[Opening Data for processing section]

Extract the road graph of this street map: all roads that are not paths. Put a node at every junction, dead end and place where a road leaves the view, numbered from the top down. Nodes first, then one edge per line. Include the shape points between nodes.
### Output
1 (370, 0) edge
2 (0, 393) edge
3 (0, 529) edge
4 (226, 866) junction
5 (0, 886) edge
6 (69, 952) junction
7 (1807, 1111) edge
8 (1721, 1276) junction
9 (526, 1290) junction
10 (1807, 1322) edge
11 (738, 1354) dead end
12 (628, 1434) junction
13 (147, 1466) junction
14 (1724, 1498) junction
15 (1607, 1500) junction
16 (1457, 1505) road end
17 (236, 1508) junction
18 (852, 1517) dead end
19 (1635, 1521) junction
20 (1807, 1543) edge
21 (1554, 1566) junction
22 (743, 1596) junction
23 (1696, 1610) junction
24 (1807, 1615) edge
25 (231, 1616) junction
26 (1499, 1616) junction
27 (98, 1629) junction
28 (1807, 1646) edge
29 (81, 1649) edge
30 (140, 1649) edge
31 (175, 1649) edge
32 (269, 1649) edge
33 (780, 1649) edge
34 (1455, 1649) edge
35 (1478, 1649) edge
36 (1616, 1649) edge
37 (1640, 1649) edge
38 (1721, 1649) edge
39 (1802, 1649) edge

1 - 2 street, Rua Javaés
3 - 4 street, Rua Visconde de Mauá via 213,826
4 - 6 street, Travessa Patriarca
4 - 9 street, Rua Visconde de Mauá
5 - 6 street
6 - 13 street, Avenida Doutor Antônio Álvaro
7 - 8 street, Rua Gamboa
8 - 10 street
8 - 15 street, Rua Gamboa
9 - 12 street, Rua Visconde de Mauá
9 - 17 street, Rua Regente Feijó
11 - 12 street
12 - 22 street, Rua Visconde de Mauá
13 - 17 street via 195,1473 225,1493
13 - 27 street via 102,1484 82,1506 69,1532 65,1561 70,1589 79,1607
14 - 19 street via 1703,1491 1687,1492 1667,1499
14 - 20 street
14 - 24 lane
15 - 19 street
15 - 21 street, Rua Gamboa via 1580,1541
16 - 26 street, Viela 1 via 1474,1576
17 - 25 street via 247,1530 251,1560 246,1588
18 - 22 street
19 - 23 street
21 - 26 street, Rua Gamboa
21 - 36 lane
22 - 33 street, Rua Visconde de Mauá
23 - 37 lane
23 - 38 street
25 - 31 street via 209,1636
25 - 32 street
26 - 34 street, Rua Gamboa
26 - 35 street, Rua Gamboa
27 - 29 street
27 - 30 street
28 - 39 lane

[Closing Data for processing section]

▶ _Work order_: Report each line of the material above where the word "dead" appears.

▶ _Exercise result_:
Extract the road graph of this street map: all roads that are not paths. Put a node at every junction, dead end and place where a road leaves the view, numbered from the top down. Nodes first, then one edge per line. Include the shape points between nodes.
11 (738, 1354) dead end
18 (852, 1517) dead end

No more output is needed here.